### TASK
Check every line below, and copy those that include "image".

### DATA FOR THE TASK
········

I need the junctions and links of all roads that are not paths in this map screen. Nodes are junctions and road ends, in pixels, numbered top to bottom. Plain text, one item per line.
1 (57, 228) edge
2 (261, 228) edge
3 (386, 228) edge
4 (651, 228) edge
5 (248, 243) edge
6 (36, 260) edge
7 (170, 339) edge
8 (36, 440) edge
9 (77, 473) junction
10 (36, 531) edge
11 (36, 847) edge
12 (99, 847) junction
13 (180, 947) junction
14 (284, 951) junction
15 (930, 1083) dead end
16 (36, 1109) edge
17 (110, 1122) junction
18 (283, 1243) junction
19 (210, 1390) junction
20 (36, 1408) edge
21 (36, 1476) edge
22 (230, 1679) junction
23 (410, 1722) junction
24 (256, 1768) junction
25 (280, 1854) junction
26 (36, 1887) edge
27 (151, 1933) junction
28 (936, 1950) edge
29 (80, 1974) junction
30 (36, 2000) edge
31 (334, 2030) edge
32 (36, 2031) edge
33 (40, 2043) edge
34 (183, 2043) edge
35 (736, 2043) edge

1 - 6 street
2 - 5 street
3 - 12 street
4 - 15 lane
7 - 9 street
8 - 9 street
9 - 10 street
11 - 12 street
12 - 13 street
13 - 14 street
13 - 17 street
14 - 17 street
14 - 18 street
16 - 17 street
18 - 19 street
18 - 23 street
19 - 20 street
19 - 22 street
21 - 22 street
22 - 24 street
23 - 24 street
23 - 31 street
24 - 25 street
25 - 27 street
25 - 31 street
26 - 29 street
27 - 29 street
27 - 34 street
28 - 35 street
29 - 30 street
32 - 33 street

········

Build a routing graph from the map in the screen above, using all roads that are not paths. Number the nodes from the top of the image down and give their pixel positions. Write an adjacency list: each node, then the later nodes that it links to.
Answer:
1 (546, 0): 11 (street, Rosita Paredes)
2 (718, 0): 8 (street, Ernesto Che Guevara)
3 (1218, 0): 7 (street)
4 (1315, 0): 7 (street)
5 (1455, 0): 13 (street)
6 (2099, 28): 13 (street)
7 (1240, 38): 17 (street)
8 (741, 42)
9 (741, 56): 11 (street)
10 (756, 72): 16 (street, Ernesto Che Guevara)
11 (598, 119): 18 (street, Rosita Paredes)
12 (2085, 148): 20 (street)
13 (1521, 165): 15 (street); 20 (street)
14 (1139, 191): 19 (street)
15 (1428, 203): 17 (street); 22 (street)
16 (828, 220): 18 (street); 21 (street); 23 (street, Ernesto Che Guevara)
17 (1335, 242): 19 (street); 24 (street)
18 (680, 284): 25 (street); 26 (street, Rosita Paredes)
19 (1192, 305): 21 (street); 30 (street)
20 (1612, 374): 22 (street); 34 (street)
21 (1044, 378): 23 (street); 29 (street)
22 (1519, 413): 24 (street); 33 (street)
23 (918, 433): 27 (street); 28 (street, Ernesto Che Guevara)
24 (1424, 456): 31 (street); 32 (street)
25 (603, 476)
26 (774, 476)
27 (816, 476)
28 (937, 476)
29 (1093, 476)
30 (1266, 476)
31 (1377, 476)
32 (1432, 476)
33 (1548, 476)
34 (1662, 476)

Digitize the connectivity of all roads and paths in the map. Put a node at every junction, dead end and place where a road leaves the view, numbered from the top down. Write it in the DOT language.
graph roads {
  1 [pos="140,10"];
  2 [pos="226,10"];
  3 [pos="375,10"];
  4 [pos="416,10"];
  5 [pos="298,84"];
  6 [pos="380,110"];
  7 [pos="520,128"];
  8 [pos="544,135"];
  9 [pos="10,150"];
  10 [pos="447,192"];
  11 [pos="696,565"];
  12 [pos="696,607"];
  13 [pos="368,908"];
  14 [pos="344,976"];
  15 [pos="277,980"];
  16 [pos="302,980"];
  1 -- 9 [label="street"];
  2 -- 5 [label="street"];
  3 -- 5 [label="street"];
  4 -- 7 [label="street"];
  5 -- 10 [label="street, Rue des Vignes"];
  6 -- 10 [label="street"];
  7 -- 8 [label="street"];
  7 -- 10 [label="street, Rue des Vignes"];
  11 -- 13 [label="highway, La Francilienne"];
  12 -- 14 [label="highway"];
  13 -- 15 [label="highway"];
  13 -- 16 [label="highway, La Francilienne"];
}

········

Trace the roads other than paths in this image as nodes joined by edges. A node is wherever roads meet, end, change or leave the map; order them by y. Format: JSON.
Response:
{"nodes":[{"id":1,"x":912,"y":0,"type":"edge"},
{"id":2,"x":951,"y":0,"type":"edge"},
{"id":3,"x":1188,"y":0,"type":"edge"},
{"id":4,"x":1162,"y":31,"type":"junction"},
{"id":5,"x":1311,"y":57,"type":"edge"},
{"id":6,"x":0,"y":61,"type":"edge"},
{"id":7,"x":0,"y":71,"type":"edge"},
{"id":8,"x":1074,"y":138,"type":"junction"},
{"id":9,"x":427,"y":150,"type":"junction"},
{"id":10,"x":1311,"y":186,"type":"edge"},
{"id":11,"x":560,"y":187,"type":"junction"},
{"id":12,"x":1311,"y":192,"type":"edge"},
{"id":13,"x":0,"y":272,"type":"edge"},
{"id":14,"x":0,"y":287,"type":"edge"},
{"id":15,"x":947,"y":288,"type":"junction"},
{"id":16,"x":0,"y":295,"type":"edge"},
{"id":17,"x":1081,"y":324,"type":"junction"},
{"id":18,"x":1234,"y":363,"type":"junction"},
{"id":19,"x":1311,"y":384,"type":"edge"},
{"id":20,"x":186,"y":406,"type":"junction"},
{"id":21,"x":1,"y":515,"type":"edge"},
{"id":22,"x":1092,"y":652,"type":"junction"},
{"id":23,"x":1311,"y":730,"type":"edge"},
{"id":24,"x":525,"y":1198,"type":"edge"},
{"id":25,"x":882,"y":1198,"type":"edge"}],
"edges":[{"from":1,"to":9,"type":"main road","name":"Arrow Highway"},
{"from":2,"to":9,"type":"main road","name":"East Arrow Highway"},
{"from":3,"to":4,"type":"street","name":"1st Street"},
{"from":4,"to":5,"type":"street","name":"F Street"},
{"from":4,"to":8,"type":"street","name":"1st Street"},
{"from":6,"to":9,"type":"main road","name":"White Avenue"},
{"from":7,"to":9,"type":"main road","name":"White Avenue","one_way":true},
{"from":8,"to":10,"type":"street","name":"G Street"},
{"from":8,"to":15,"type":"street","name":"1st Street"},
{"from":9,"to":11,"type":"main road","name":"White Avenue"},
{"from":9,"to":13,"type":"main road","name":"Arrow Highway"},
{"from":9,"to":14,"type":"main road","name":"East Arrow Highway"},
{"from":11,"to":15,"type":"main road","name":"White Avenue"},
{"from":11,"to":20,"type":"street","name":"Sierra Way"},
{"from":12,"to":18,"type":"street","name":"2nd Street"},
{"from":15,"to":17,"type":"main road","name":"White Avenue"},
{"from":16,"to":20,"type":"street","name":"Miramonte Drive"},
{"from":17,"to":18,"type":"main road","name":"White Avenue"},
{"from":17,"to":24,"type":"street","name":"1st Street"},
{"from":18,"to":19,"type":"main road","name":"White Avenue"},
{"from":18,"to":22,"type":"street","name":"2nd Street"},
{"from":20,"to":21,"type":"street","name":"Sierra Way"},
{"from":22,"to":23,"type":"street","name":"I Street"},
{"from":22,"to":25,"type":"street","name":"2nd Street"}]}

········

### RESULT
Build a routing graph from the map in the screen above, using all roads that are not paths. Number the nodes from the top of the image down and give their pixel positions. Write an adjacency list: each node, then the later nodes that it links to.
Trace the roads other than paths in this image as nodes joined by edges. A node is wherever roads meet, end, change or leave the map; order them by y. Format: JSON.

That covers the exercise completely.